Ada beberapa tuntutan mahasiswa ketika demo kemarin, yakni menolak Presiden Joko Widodo tiga periode, Menolak kenaikan bahan bakar minyak jenis pertamax, menuntut dan mendesak Presiden Joko Widodo untuk menunda dan mengkaji ulang UU IKN, mendesak presiden untuk menstabilkan harga bahan pokok (terutama minyak, gula pasir), dan menuntut presiden dan wakil presiden untuk berkomitmen penuh dalam menuntaskan janji-janji kampanye di masa jabatan mereka.
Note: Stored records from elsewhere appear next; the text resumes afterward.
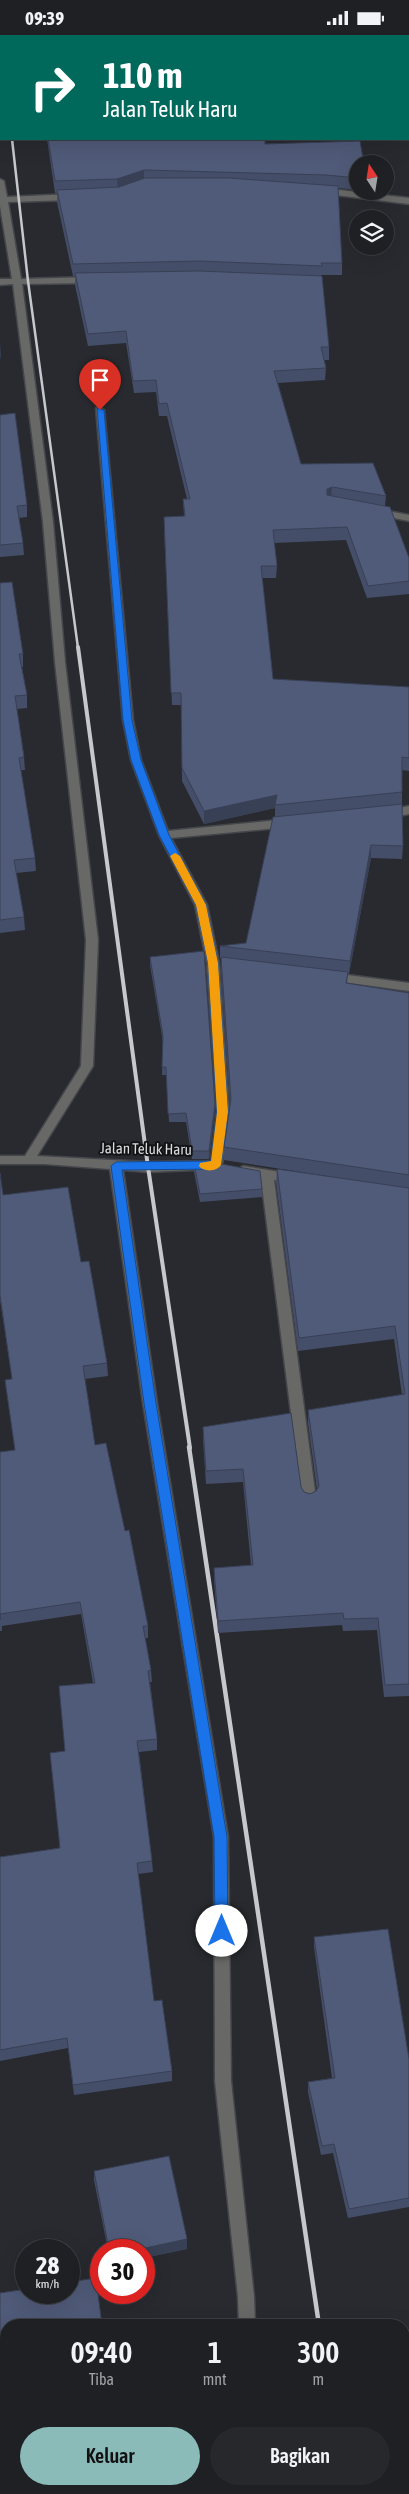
<!DOCTYPE html>
<html lang="id">
<style>
body{margin:0;font-family:"Asap Condensed",sans-serif;background:#26282b;color:#f1f3f6;height:100vh;display:flex;flex-direction:column;font-size:19px;white-space:nowrap}
*{box-sizing:border-box;margin:0}
p{font-size:16px;color:#a1a3a6}
.icon{flex:none;width:28px;height:28px;fill:none;stroke:currentColor;stroke-width:2;stroke-linecap:round;stroke-linejoin:round}
.map{position:relative;flex:1;overflow:hidden}
.sheet{position:absolute;left:0px;top:2284px;width:410px;height:176px;display:flex;flex-direction:column;background:#1e2023;border-radius:20px 20px 0 0;box-shadow:0 5px 20px #0002,0 0 0 1px #3c3e41}
.sheet>*{flex:none}
.guide{position:absolute;left:0px;top:0px;width:410px;height:105px;box-shadow:0 5px 20px #0002,0 0 0 1px #3c3e41;background:#00695c;color:#fff;overflow:hidden}
.needle{width:32px;rotate:348deg}
.tools{position:absolute;left:349px;top:120px;display:grid;gap:10px}
.tools a{display:grid;place-items:center;width:45px;height:45px;border-radius:50%;background:#1e2023;box-shadow:0 5px 20px #0002,0 0 0 1px #3c3e41;font-size:25px}
.speed{position:absolute;left:15px;top:2204px;display:flex;gap:10px;font-size:25px;font-weight:700;text-align:center}
.speed>*{display:grid;place-content:center;width:65px;height:65px;border-radius:50%;background:#1e2023;box-shadow:0 5px 20px #0002,0 0 0 1px #3c3e41;line-height:1}
.speed small{font-size:12px;font-weight:400}
.speed .limit{border:8px solid #d22;background:#fff;color:#111}
.pin{position:absolute;display:grid;place-items:center;width:42px;height:42px;color:#fff;margin:-51px -21px;border-radius:50% 50% 50% 0;rotate:-45deg;box-shadow:0 0 5px #0007}
.pin .icon{rotate:45deg}
.me{position:absolute;width:55px;margin:-28px;rotate:0deg;stroke-linejoin:round;filter:drop-shadow(0 0 4px #0008)}
.turn{display:flex;align-items:center;gap:18px;height:105px;padding:0 20px;font-size:22px}
.turn .icon{width:65px;height:65px;stroke-width:2.5}
.turn b{display:block;font-size:35px;line-height:42px}
.eta{display:flex;justify-content:space-evenly;align-items:center;height:85px;text-align:center}
.eta b{font-size:30px;font-weight:600;line-height:35px}
.action{display:flex;gap:10px;margin-top:auto;padding:10px 20px}
.action a{flex:1;height:58px;border-radius:30px;background:#8bbbb9;color:#111;font-size:20px;font-weight:600;line-height:58px;text-align:center}
.action a+a{background:#26282b;color:#f1f3f6}
.status{display:flex;justify-content:space-between;align-items:center;height:35px;padding:0 25px;background:#1e2023;direction:ltr}
.status svg{height:14px;fill:currentColor}
.map>svg:first-child{display:block}
</style>
<div class="status"><b>09:39</b><svg viewBox="0 0 49 12"><path d="M0 12V9h3v3zM5 12V6h3v6zM10 12V3h3v9zM15 12V0h3v12zM26 1h20v11H26zM47 4h2v5h-2z"/></svg></div>
<div class="map">
<svg width="409" height="2459" viewBox="0 0 409 2459">
<rect width="100%" height="100%" fill="#282a2f"/>
<g fill="none" stroke-linecap="round" stroke-linejoin="round">
<!-- minor casing -->
<g stroke="#44464b" stroke-width="3">
<path id="minor" d="M0,144L4,146L7,162L72,159L76,162L72,165L8,167L21,244L92,242L96,245L92,248L22,249L53,487L65,627L98,905L93,1031L37,1121L148,1127L211,1126L217,1077L207,928L195,870L159,800L131,725L123,685L96,373L99,372L104,375L133,685L141,725L168,796L288,784L293,788L288,792L171,803L207,870L219,928L229,1077L222,1130L216,1134L148,1137L123,1135L157,1368L228,1802L231,2046L254,2262L255,2290H239L238,2262L215,2046L214,1802L143,1368L110,1134L45,1129H0V1121H25L81,1031L86,905L55,627L43,487L13,249L0,250V244H12L0,171Z
M322,153L409,163V169L319,158L318,156Z
M377,474L409,480V486L374,479L372,477Z
M409,771V779L388,783L383,779L384,776Z
M332,938L409,948V956L328,945L326,942L328,939Z
M243,1131L293,1139L299,1144L293,1149L274,1145L316,1464L314,1468L309,1470L304,1468L302,1464L261,1143L239,1139L237,1136Z
M242,2454H260V2459H242Z"/>
</g>
<!-- minor -->
<use href="#minor" fill="#686966" fill-rule="evenodd"/>
<!-- rail-far2 -->
<path stroke="#c6c8cb" stroke-width="2.5" d="M12,104L28,246L78,613"/>
<!-- rail-far1 -->
<path stroke="#c6c8cb" stroke-width="4" d="M78,612L148,1132L190,1413"/>
<!-- rail -->
<path stroke="#c6c8cb" stroke-width="4.5" d="M189,1412L319,2290
M343,2454L344,2459"/>
</g>
<!-- wall -->
<path fill="#454e68" d="M0,0L1,1V59L0,60Z
M124,0H409V20V1H124Z
M47,104H265V109L358,129V155L338,153L342,228V240H321L329,312V325H324L326,333L325,345L278,348L301,429L386,461L385,471L409,523V559L367,563L346,505L274,508L277,531L276,543H262L273,644L409,652V736L402,735V769L403,811L402,824L371,823L349,939H348L347,949L409,958V1661L384,1662L377,1595L343,1596L342,1590L218,1598L214,1545V1533L251,1530L243,1447L206,1449L203,1405V1392L301,1452L304,1457L310,1459L317,1455L308,1388V1375L402,1360L394,1304L298,1316L276,1147L277,1134L327,1141L224,1125V1112L230,1069L221,935V923H220V911L246,908L275,782V773L204,789L182,746L181,670H172L164,494L184,481L183,464H187L167,381H159L156,357L134,358L126,308L88,311L75,250V241H73L57,167V158H55Z
M0,380L27,470V482L19,483L23,508L24,520L0,522Z
M0,548L23,619V632H22L27,660V673L17,674L24,722L25,735H21L35,823L36,836L16,838L24,882L25,895L0,898Z
M150,922L215,1077L209,1124H192L186,1087H169L166,1040H162L163,1007L150,930Z
M194,1128L262,1154V1162L200,1167L194,1137Z
M0,1138L3,1160L81,1227L107,1328L108,1341L85,1344L95,1410L125,1496L148,1591V1603H145L151,1635L152,1647H150L157,1704V1715L139,1717L152,1826L153,1837L138,1839L154,1966L172,2036V2046L74,2060L68,2013L0,2026V1822L59,1813L65,1716L93,1648L81,1579L2,1591V1596H0V1417L15,1415L5,1345L12,1344L0,1265Z
M314,1902L409,2024V2172L348,2183L333,2118L321,2120L308,2057V2047L332,2043L314,1912Z
M94,2136L187,2214L144,2223V2215H108L94,2145Z
M0,2258L6,2290V2393H0Z
M383,2454H404L409,2459H384Z"/>
<!-- shaded-wall -->
<path fill="#384055" d="M144,135V146L118,155L117,144Z
M0,308L1,320L0,326Z
M332,452L331,464L326,466L327,454Z
M277,760L275,773L204,789V776Z
M371,810V823L349,939L350,926Z
M215,1069V1077L209,1124V1116Z
M187,2204V2214L144,2223V2215H136Z"/>
<!-- building -->
<path fill="#505b79" stroke="#384055" d="M0,0H118V1H1V48H0Z
M314,0H409V9V1H331Z
M48,104H265V109L360,106L364,129H358V143L326,140L144,135L117,144L55,146Z
M145,143H229L338,151L342,228H321L322,231L199,226L73,229L57,155L119,152Z
M199,236L322,241L329,312H321L326,333L274,336L301,429L373,428L386,461L332,452L327,454V460L390,472L409,523V546L368,551L347,492L273,495L277,531H261L273,644L409,652V723L402,722V757L275,770L277,760L204,776L182,733L181,658H171L164,482L185,481L183,464H190L167,368L159,369L156,345L133,346L126,296L88,299L75,238Z
M15,378L27,470L17,471L23,508L0,510V380Z
M12,547L23,619H19L27,660L15,661L24,722L19,723L35,823L14,825L24,882L0,885V548Z
M402,769L403,811L371,810L350,926L220,911L246,908L273,782Z
M204,916L215,1069L209,1116H192L186,1078L168,1079L166,1032H162L163,1001L150,922Z
M221,922L348,937L346,948L409,958V1140L224,1112L231,1064Z
M194,1128H216L260,1136L262,1154L200,1159Z
M277,1134L409,1153V1649L385,1650L378,1583L344,1584L343,1578L218,1586L214,1533L253,1530L243,1434L206,1436L203,1392L291,1378L301,1452L304,1457L310,1459L316,1456L319,1451L308,1375L405,1359L395,1291L299,1303Z
M0,1138L3,1160L68,1152L81,1227L89,1226L107,1328L83,1331L95,1410L106,1408L125,1496L129,1495L148,1591H143L151,1635L148,1636L157,1704L137,1706L152,1826L137,1828L154,1966L162,1965L172,2036L73,2050L67,2003L0,2015V1822L60,1813L50,1718L65,1716L59,1651L95,1648L80,1567L0,1579L1,1584H0V1417L15,1415L5,1345L12,1344L0,1260Z
M388,1894L409,2024V2163L349,2174L334,2109L322,2111L308,2047L335,2043L314,1902Z
M169,2121L187,2204L136,2215H109L94,2136Z
M96,2243L102,2290H6V2384L0,2385V2258L26,2254V2258H69V2247Z
M409,2337V2459H386L385,2454H404V2338Z
M103,2454H178L179,2459H104Z"/>
<!-- route -->
<path fill="#1a73e8" stroke="#114b97" d="M97,373L104,375L132,685L141,725L169,800L206,870L218,928L228,1077L221,1130L216,1134L122,1135L156,1368L227,1802L228,1896L226,1900L222,1902L217,1900L215,1896L214,1802L144,1368L111,1131L116,1127L211,1126L217,1077L208,928L196,870L159,800L131,725L123,685Z"/>
<!-- slow -->
<path fill="#f59e0b" d="M175,818L180,821L206,870L218,928L228,1077L221,1130C217,1137 203,1137 199,1131L200,1128L211,1126L217,1077L208,928L196,870L170,821Z"/>
<g text-anchor="middle" stroke-width="4" stroke-linejoin="round" paint-order="stroke">
<!-- street labels -->
<g font-size="15" fill="#dadcdf" stroke="#121315">
<text transform="translate(146 1114) rotate(1)" y="5">Jalan Teluk Haru</text>
</g>
</g>
</svg>
<div class="tools">
<a><svg class="needle" viewBox="-14 -14 28 28"><path d="M0-13l5 13h-10z" fill="#e53935"/><path d="M0 13l5-13h-10z" fill="#a1a3a6"/></svg></a>
<a><svg class="icon" aria-label="layers" viewBox="0 0 24 24"><path d="M12 4l9 5-9 5-9-5zM3 14l9 5 9-5"/></svg></a>
</div>
<div class="speed"><div>28<small>km/h</small></div><div class="limit">30</div></div>
<div class="pin" style="left:100px;top:375px;background:#d93025"><svg class="icon" aria-label="arrive" viewBox="0 0 24 24"><path d="M6 21V4h12l-3 4 3 4H6"/></svg></div>
<svg class="me" style="left:222px;top:1896px" viewBox="-20 -20 40 40"><circle r="19" fill="#fff"/><path d="M0-13L10 11 0 6-10 11z" fill="#1a73e8"/></svg>
<div class="guide">
<div class="turn"><svg class="icon" aria-label="right" viewBox="0 0 24 24"><path d="M7 20v-9h11M14 6l5 5-5 5"/></svg><div><b>110 m</b>Jalan Teluk Haru</div></div>
</div>
<section class="sheet">
<div class="eta">
<div><b>09:40</b><p>Tiba</p></div>
<div><b>1</b><p>mnt</p></div>
<div><b>300</b><p>m</p></div>
</div>
<div class="action"><a>Keluar</a><a>Bagikan</a></div>
</section>
</div>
Mengkaji tuntuntan tersebut sepertinya mahasiswa yang turun ke jalan harus memperkaya bacaan mereka sehingga tidak terkesan buru-buru, lalu mengubah tempat demo dari Istana Kepresidenan ke Gedung DPR. Kenapa demikian? Mari kita ambil topik utama yang bagus untuk dibahas.

Sebelum terjadinya aksi demo tersebut, Presiden Joko Widodo telah memberi tahu dengan tegas bahwa beliau tidak mencalonkan diri dan menolak tegas usulan tiga periode. Bagi Presiden Joko Widodo sendiri, menerima usulan sekelompok orang mengenai tiga periode sama saja menampar dan mempermalukan dirinya.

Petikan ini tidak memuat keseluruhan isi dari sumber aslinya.